Acute promyelocytic leukemia (APL) is typically treated with anthacycline-based chemotherapy and all-trans retinoic acid (ATRA). Approximately 85–95% of patients achieve complete remission; however, the relapse rate has been reported to be about 30–40%. APL relapse, in general, has been in part attributable to repetitive or prolonged exposure to ATRA and the possibility of additional chromosomal changes, making the disease more refractory to treat (Burry and Seki, 2002). Overall survival in adult acute lymphoblastic leukemia (ALL) is at most 50% and progression rates in high risk pediatric ALL remain at 20–30% (Pui and Evans, 1998). Therefore, developing new therapeutic drugs for refractory or recurrent leukemia is a worthwhile task. Disordered proliferation is one of the characteristics of most malignant tumors. The defective apoptotic pathways play a pivotal role in the risk of mammary tumorigenesis. Multiple genetic alterations in tumor cells affect the regulation of the cell cycle machinery (Hunter and Pines, 1994). Effective chemotherapeutic agents, therefore, may prove to be those that promote both growth arrest and apoptosis. Common pathways of apoptosis implicate critical events like changes in cellular morphology, generation of reactive oxygen species (ROS), activation of caspases as well as increased binding of annexin V. ROS play a important role in cell death by apoptosis or by necrosis (Zhou et al., 2003). For example, chemical agents such as 1-β-D-arabinofuranosylcytosine (ara-C), daunorubicin, and cisplatin were reported to induce ROS and results in apoptosis of HL-60 cells (Ikeda et al., 1999). Mitochondrial respiration is the major biochemical pathway by which O₂⁻ is produced in the cells during oxidative phosphorylation for ATP generation.

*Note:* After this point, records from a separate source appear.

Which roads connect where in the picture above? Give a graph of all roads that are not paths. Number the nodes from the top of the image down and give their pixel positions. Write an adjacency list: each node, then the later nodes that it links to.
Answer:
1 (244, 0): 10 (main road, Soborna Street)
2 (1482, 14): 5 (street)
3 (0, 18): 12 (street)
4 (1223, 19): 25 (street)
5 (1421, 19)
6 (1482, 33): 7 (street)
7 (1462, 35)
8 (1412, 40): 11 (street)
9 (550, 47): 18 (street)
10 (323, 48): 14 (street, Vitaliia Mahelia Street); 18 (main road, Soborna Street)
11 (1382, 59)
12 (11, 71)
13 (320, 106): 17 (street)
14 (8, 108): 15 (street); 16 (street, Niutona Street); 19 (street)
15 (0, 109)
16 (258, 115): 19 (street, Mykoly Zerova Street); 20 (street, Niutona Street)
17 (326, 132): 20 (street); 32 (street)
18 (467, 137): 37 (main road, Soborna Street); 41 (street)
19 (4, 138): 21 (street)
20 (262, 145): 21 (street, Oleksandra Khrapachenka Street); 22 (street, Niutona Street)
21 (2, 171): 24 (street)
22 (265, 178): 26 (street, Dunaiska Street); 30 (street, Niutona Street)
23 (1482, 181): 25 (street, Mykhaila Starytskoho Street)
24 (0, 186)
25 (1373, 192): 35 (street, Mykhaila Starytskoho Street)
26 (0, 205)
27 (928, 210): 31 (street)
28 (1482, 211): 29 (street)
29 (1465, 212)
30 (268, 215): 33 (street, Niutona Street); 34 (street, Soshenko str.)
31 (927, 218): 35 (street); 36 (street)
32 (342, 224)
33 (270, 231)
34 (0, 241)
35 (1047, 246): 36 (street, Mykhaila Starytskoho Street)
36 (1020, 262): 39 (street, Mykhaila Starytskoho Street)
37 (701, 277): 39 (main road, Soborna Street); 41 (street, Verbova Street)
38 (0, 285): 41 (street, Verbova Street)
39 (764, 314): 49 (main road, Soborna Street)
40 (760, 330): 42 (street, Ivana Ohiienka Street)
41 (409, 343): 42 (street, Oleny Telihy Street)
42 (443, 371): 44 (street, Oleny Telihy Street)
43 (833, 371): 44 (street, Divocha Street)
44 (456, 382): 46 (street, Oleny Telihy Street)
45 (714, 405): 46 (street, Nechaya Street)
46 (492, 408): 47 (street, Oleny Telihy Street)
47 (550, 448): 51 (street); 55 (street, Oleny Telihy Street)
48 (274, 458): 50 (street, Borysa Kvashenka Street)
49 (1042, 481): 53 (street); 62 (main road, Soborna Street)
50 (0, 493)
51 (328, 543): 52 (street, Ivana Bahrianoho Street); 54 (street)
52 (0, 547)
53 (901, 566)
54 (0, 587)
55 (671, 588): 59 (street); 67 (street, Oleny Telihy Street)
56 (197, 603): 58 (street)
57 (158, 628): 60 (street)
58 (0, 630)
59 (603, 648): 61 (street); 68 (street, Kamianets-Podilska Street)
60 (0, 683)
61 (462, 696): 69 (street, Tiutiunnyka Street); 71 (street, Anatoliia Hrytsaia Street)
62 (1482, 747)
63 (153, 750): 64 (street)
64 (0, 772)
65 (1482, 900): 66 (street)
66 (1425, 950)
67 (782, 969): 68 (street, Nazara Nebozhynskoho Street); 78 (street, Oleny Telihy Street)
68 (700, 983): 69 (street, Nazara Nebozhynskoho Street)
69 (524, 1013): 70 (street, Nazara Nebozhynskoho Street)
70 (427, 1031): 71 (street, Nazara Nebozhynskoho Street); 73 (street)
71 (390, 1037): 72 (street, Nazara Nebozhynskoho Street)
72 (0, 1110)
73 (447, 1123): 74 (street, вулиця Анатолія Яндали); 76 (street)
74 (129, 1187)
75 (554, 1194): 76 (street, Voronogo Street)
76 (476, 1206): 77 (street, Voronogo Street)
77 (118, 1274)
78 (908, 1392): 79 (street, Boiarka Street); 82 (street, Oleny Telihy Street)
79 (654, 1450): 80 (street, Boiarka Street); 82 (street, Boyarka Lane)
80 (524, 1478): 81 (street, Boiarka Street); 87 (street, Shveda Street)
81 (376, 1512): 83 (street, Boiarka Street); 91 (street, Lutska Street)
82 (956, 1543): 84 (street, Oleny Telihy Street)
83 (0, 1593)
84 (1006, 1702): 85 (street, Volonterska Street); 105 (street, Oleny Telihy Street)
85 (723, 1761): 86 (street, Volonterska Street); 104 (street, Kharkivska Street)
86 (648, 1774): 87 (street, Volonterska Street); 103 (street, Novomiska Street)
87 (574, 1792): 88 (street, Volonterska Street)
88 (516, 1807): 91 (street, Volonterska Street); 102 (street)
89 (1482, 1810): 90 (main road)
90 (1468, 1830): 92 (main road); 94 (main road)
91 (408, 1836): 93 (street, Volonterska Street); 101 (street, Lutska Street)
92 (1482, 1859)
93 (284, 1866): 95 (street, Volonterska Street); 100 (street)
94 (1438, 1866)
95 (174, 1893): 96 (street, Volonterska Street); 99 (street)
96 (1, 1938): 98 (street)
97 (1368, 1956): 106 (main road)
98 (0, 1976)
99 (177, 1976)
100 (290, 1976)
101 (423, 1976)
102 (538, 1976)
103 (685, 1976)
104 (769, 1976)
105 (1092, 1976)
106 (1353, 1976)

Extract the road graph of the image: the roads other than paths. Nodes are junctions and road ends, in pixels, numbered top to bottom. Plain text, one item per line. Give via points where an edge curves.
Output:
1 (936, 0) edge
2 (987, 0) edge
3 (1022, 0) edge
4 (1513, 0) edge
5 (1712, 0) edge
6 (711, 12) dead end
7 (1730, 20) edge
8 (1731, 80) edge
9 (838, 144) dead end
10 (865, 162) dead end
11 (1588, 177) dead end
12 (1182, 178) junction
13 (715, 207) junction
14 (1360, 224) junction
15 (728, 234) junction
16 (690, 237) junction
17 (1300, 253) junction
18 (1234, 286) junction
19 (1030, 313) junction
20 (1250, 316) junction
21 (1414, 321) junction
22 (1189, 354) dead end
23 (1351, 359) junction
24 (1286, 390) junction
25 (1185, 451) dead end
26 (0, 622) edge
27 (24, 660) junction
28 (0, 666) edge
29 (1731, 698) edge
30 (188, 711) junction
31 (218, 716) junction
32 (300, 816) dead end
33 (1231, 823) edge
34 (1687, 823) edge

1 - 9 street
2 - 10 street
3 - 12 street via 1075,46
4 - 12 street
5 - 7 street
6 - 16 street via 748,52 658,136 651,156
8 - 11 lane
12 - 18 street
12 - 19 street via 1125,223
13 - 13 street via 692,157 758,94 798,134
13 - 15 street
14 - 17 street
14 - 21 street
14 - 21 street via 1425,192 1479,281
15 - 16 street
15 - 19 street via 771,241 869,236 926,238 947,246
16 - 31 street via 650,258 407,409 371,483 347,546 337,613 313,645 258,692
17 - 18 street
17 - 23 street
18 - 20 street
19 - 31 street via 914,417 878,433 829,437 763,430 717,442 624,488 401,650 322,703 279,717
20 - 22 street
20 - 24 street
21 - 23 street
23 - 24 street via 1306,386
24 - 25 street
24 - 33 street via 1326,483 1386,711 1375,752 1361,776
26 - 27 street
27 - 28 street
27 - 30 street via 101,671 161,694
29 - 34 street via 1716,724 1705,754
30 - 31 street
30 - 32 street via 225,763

In the present study, we examined the anticancer effect of DPD on leukemia cells; the acute promyelocytic leukemia, HL-60 (p53-null) and lymphoblastic leukemia, Molt-3 (wild type p53) (Jonveaux and Berger, 1991). We evaluated the in vitro effects of DPD on proliferation and induction of apoptosis in leukemia cells. In addition, we examined the in vivo activity of DPD in human leukemia cancer cells HL-60 xenografts. Arsenic trioxide (As₂O₃) can reduce the cell division rates and induce apoptosis in APL, has been shown with efficacy in patients with all-trans retinoic acid (ATRA)-resistant or relapsed APL (Chen et al., 1997, Miller, 2002). It has recently been shown that As₂O₃ may induce apoptosis in non-APL cell lines (Rojewski et al., 2002). Oxidative damage has been suggested to be a key mechanism by which arsenic trioxide cause cell death (Miller, 2002). On the basis of the ability of As₂O₃ to cause exogenous-free radical generation in cells, we expect that its combination with DPD may enhance cytotoxic activity. The present study demonstrated that a combination of As₂O₃ with DPD enhances the cytotoxic activity in HL-60 cells as compared to that of As₂O₃, or DPD alone. These results suggest that DPD may have potential clinical implications.